In response to commenters seeking clarification, the NLRB modified the Proposed Rule to define “share or codetermine” in the Final Rule as possession and exercise of such “substantial direct and immediate control over one or more essential terms or conditions of their employment as would warrant finding that the entity meaningfully affects matters relating to the employment relationship with those employees.” Id. To ensure further clarity, the Final Rule specifically defines relevant terms of art used in the preceding joint-employer definition as follows:

  • “Substantial direct and immediate control” is “direct and immediate control that has a regular or continuous consequential effect on an essential term and condition of employment.” at 11236. Thus, an entity’s actions are not substantial if the entity exercises its control only on a sporadic, isolated, or de minimis basis. Id.
  • An “essential term and condition of employment” is explicitly limited to “wages, benefits, hours of work, hiring, firing, discipline, supervision, and direction.” No other aspect of employment would constitute an essential term and condition of employment.

The Final Rule overrules the holding of Browning-Ferris, by among other things, greatly limiting the value of indirect or contractually reserved control which is not exercised. Rather, the Final Rule identifies such indirect or contractually reserved control as being factors in joint-employer analyses, but “only to the extent they supplement and reinforce evidence of the entity’s possession or exercise of direct and immediate control over a particular essential term and condition of employment.” In other words, a party asserting joint-employer status can use indirect control evidence to buttress its argument that joint-employer status exists; but importantly, such indirect evidence, by itself, is insufficient to establish joint-employer status.

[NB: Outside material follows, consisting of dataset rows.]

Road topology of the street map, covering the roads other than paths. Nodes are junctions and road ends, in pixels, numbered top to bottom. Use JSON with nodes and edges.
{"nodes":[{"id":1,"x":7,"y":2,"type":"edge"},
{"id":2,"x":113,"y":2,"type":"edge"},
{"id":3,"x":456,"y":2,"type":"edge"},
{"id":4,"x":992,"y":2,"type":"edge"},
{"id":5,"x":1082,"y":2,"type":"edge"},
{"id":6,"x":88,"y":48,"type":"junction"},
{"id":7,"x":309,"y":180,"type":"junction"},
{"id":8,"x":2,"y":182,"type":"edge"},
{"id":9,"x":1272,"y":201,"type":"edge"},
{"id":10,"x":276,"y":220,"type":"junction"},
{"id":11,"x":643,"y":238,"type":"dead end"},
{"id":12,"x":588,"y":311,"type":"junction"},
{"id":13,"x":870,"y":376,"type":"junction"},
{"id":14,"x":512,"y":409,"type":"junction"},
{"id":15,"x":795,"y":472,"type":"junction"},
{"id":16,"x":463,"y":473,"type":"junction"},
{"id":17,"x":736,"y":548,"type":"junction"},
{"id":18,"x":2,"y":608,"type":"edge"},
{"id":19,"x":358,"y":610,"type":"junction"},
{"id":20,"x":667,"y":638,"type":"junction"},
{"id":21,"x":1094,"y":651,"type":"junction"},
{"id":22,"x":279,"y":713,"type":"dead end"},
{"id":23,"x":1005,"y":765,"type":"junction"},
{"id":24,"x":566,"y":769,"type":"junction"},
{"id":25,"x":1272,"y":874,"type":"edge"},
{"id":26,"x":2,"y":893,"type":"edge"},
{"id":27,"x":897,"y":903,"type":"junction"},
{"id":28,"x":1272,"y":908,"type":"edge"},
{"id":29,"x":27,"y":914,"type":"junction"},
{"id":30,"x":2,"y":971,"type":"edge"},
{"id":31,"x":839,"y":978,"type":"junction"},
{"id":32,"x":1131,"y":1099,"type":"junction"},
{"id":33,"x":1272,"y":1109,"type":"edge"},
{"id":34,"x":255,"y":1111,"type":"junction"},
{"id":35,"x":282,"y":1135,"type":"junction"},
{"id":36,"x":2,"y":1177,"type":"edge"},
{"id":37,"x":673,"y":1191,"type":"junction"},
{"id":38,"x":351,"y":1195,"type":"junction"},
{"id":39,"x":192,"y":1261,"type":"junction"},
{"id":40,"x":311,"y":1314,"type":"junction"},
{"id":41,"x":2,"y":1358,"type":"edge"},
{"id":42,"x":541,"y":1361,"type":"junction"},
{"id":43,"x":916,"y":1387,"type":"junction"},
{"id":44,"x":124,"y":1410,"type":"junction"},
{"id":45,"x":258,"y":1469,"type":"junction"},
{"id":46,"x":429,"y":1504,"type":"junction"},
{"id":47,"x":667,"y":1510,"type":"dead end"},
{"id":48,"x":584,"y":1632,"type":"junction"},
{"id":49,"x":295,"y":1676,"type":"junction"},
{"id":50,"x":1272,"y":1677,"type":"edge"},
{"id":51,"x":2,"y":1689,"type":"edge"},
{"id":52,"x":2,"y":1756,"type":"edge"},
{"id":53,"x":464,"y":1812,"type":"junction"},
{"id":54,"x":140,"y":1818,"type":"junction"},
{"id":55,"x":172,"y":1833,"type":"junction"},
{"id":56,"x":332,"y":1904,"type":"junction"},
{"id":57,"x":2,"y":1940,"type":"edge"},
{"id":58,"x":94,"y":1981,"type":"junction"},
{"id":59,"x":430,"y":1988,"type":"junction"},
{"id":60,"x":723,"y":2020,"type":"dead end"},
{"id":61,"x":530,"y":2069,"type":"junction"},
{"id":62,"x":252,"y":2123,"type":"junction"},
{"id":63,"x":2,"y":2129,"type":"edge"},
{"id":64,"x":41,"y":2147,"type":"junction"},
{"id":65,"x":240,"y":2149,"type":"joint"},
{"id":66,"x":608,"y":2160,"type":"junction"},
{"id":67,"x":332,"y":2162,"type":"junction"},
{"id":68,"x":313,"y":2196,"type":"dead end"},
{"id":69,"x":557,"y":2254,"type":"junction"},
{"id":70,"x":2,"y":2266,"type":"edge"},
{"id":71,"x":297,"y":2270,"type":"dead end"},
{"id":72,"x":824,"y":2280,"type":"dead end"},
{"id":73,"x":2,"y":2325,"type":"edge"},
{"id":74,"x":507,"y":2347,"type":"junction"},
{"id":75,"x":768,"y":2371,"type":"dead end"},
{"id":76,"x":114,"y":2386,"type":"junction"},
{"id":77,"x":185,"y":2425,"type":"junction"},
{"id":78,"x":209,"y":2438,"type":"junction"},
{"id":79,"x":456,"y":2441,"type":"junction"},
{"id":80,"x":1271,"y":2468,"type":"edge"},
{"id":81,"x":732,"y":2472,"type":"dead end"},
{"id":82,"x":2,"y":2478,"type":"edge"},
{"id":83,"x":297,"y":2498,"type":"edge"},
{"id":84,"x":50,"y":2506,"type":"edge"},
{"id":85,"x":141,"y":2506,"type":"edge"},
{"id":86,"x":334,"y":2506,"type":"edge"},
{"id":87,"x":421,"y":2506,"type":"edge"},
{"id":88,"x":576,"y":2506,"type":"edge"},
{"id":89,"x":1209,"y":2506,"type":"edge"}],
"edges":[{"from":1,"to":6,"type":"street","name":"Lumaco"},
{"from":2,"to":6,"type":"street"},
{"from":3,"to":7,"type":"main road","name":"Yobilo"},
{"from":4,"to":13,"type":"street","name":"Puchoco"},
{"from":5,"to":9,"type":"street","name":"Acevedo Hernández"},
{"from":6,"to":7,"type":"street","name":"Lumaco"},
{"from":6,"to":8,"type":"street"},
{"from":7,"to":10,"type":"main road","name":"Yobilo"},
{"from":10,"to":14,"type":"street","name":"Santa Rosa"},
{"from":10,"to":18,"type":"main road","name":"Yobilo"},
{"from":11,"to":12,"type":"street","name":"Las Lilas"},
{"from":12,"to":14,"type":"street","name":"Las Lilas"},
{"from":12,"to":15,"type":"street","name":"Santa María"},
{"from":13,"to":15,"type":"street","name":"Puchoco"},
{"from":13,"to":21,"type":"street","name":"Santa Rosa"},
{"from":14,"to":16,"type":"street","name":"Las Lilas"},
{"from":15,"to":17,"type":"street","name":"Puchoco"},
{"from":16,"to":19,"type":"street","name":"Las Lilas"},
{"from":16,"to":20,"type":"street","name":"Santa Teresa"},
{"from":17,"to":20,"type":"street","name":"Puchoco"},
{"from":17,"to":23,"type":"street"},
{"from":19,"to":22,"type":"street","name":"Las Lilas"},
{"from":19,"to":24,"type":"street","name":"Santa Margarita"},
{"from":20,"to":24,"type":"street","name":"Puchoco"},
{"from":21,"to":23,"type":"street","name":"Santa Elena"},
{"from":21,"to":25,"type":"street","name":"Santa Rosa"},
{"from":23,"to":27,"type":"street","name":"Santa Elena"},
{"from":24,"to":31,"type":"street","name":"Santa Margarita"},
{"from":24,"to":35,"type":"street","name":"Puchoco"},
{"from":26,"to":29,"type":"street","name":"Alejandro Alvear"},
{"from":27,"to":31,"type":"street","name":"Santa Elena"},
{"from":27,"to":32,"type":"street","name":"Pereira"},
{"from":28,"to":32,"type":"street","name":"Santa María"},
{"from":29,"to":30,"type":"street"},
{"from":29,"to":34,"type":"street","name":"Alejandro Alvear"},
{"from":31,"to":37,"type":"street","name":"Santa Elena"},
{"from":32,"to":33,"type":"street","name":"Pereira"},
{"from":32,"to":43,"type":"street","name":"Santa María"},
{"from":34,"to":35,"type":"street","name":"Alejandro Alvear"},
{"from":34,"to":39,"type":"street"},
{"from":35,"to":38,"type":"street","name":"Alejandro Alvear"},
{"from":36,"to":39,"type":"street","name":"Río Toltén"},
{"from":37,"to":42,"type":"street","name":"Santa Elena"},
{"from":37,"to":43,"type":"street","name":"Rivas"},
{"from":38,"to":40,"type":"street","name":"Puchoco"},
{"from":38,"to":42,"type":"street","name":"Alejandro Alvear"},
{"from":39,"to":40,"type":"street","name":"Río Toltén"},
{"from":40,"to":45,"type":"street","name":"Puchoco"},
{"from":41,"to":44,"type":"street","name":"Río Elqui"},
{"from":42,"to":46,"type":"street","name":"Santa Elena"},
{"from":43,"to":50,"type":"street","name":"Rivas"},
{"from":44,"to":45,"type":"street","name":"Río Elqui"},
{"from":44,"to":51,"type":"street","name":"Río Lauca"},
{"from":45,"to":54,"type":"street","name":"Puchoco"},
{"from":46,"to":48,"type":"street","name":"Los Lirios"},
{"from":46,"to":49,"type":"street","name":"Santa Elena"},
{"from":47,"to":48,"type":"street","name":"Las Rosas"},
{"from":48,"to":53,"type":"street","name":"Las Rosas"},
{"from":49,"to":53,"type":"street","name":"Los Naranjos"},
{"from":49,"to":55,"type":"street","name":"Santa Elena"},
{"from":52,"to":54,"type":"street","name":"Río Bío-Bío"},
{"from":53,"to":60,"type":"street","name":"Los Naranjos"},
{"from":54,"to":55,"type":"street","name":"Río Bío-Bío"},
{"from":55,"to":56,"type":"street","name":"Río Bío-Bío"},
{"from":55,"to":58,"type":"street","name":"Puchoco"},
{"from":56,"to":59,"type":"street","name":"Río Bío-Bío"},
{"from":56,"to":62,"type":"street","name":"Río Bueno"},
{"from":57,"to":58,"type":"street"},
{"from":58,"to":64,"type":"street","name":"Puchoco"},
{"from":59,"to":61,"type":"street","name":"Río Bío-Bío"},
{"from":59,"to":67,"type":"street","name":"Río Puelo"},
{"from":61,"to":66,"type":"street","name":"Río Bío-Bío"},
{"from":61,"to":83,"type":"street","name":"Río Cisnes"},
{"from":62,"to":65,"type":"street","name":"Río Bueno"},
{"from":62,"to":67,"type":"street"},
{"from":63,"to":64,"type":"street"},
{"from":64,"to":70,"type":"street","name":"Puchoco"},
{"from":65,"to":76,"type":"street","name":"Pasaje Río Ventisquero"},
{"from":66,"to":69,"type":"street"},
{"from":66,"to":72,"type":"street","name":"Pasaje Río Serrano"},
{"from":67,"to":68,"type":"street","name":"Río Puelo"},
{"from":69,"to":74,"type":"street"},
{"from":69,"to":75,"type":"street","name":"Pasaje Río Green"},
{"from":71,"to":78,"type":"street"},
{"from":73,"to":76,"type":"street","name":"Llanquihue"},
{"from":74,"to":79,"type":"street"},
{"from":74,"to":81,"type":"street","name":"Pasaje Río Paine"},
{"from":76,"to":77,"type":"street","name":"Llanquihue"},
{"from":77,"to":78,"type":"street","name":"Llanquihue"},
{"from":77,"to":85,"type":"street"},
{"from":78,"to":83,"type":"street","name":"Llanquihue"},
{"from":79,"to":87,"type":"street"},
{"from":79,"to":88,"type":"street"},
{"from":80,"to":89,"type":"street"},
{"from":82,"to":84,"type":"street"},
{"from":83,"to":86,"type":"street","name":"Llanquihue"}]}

The Final Rule further narrows the impact of the Browning-Ferris ruling by redefining what constitutes “indirect control,” “contractually reserved but never exercised control,” and “limited and routine control.” First, the “indirect control” and “contractually reserved but never exercised control” must be related to an essential term and condition of employment to be a relevant factor in buttressing evidence of possession or exercise of direct and immediate control. Thus, control related to one or more matters involving the objectives of the contract, basic ground rules, and expectations for a third-party (i.e., the “routine components” of a company-to-company contract) are irrelevant, such as setting minimal hiring standards, minimal standards of performance or conduct, refusing to allow another employer’s employee to continue performing work under a contract, entering into a cost-plus contract, maintaining standards that are required by government regulation, and permitting another employer to participate in its benefit plans.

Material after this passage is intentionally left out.